SF General celebrates 25 years of AIDS care


Diane Jones was a young nurse who volunteered to work with patients suffering from the then mysterious disease.

"You really had to understand the fear level people had," Jones said. "We hadn't discovered the causative agent of this syndrome, we knew there was something called AIDS."

SF General had become the first hospital in the U.S. to open dedicated AIDS wards. Unit 5B housed inpatient beds and Ward 86 handled the flood of newly identified cases.

A list of symptoms was all that could be used for diagnosis since there was not yet a test for the virus.

Over the first terrible years, doctors and nurses would watch scores of patients die.

"We all call the 80's the bad old days,that was a time when the disease was killing the young, the creative people of San Francisco," Dr. Diane Havlir said. Havlir is chief of the HIV/AIDS division at SF General and still works on Ward 86. She believes the pioneering work done in partnership with the University of California, San Francisco helped launch the war against HIV.

"It was defeating, there was despair, but also a time of activism, and time to get involved and take action; that's what the people of San Francisco did," Havlir said.

But in the mid 1990's, a revolution in drug therapies changed the lives of thousands of AIDS patients in the Bay Area and the mission of Ward 86 adjusted too.

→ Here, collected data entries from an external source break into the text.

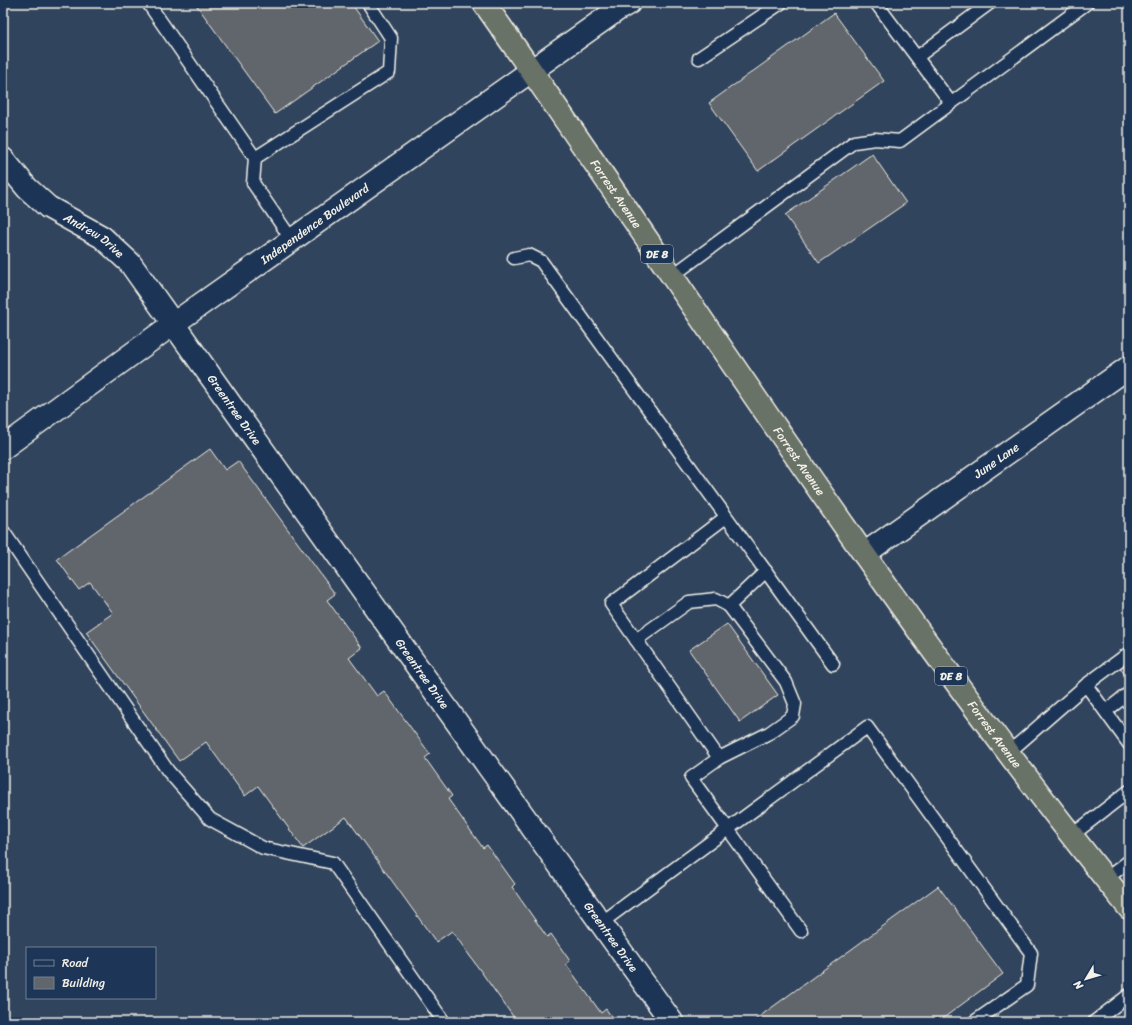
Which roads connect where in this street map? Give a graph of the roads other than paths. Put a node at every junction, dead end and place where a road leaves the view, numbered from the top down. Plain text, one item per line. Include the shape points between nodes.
1 (148, 3) edge
2 (368, 3) edge
3 (484, 3) edge
4 (629, 3) edge
5 (781, 3) edge
6 (876, 3) edge
7 (990, 3) edge
8 (1087, 3) edge
9 (917, 57) junction
10 (699, 58) dead end
11 (531, 71) junction
12 (951, 103) junction
13 (255, 158) junction
14 (3, 159) edge
15 (292, 240) junction
16 (514, 258) dead end
17 (672, 276) junction
18 (173, 324) junction
19 (1129, 367) edge
20 (3, 448) edge
21 (726, 517) junction
22 (3, 531) edge
23 (864, 554) junction
24 (766, 571) junction
25 (730, 606) junction
26 (636, 640) junction
27 (1129, 653) edge
28 (833, 664) dead end
29 (1086, 685) junction
30 (1129, 693) edge
31 (1106, 711) junction
32 (1129, 744) edge
33 (1008, 753) junction
34 (718, 758) junction
35 (1129, 791) edge
36 (728, 829) junction
37 (1071, 836) junction
38 (1129, 860) edge
39 (1106, 879) junction
40 (1129, 908) edge
41 (601, 923) junction
42 (801, 931) dead end
43 (1129, 995) edge
44 (444, 1022) edge
45 (672, 1022) edge
46 (974, 1022) edge
47 (1094, 1022) edge

1 - 13 lane
2 - 13 lane via 391,38 389,72
3 - 11 highway, Forrest Avenue / DE 8
4 - 11 street, Independence Boulevard
5 - 10 lane
6 - 9 lane
7 - 9 lane
8 - 12 lane
9 - 12 lane
11 - 15 street, Independence Boulevard
11 - 17 highway, Forrest Avenue / DE 8
12 - 17 lane via 900,141 875,139 854,142
13 - 15 lane via 253,183
14 - 18 street, Andrew Drive via 27,188 48,207 102,237 130,263
15 - 18 street, Independence Boulevard
16 - 21 lane via 529,255 541,261
17 - 23 highway, Forrest Avenue / DE 8
18 - 20 street, Independence Boulevard
18 - 41 street, Greentree Drive
19 - 23 street, June Lane
21 - 24 lane
21 - 26 lane via 611,604
22 - 44 lane via 168,771 210,819 263,848 333,863
23 - 33 highway, Forrest Avenue / DE 8
24 - 25 lane
24 - 28 lane
25 - 26 lane via 716,598 689,602
25 - 34 lane via 786,682 795,704 793,716 769,733
26 - 34 lane
27 - 29 lane
29 - 31 lane
29 - 33 lane
30 - 31 lane
31 - 32 lane
33 - 37 highway, Forrest Avenue / DE 8
34 - 36 lane via 691,778
35 - 37 lane
36 - 41 lane
36 - 42 lane
36 - 46 lane via 866,727 1031,953 1027,984
37 - 39 highway, Forrest Avenue / DE 8
38 - 39 lane
39 - 40 highway, Forrest Avenue / DE 8
41 - 45 street, Greentree Drive
43 - 47 lane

"We needed to increase our emphasis that 'this is a disease you could live with, that this is a disease we're going to work with for decades on,'" Havlir said.

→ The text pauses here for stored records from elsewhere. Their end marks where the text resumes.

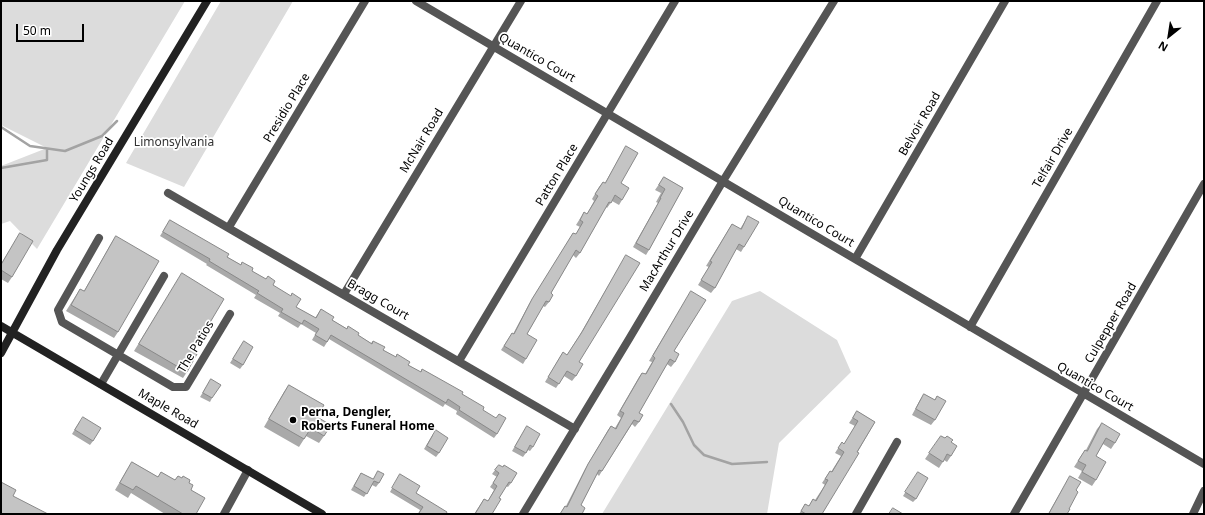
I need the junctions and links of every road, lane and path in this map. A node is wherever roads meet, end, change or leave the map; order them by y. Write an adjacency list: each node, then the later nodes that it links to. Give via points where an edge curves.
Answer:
1 (207, 1): 22 (street, Youngs Road, via 57,250)
2 (365, 1): 14 (street, Presidio Place)
3 (416, 1): 9 (street, Quantico Court)
4 (521, 1): 9 (street, McNair Road)
5 (675, 1): 10 (street, Patton Place)
6 (834, 1): 11 (street, MacArthur Drive)
7 (1005, 1): 16 (street, Belvoir Road)
8 (1157, 1): 21 (street, Telfair Drive)
9 (494, 47): 10 (street, Quantico Court); 18 (street, McNair Road)
10 (608, 114): 11 (street, Quantico Court); 25 (street, Patton Place)
11 (723, 181): 16 (street, Quantico Court); 28 (street, MacArthur Drive)
12 (1204, 184): 27 (street, Culpepper Road)
13 (168, 192): 14 (street, Bragg Court)
14 (229, 227): 18 (street, Bragg Court)
15 (99, 238): 24 (street, The Patios, via 58,310 62,322)
16 (855, 259): 21 (street, Quantico Court)
17 (164, 276): 24 (street)
18 (344, 294): 25 (street, Bragg Court)
19 (230, 314): 24 (street, The Patios, via 186,387 173,387)
20 (1, 326): 22 (street, Maple Road)
21 (970, 327): 27 (street, Quantico Court)
22 (12, 333): 23 (street, Youngs Road); 26 (street, Maple Road)
23 (1, 353)
24 (118, 355): 26 (street)
25 (459, 361): 28 (street, Bragg Court)
26 (101, 384): 31 (street, Maple Road)
27 (1084, 394): 30 (street, Quantico Court); 37 (street, Culpepper Road)
28 (575, 429): 35 (street, MacArthur Drive)
29 (897, 442): 36 (street)
30 (1204, 464)
31 (248, 470): 33 (street); 34 (street, Maple Road)
32 (1204, 491): 38 (street)
33 (224, 514)
34 (322, 514)
35 (523, 514)
36 (856, 514)
37 (1014, 514)
38 (1193, 514)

More than two decades later, doctors and nurses on Ward 86 are still helping an estimated 3,000 people with HIV and AIDS manage their health and lives. Treatment for some is now down to a single pill and support care helps most live at home.

The expertise of Ward 86 is also being shared with medical professionals from around the world. Recently, a group traveled from Tanzania to learn about the model of care first developed in San Francisco 25 years ago.

"At the time we were just doing it one day at a time; the sense of history now is in hindsight," Jones said.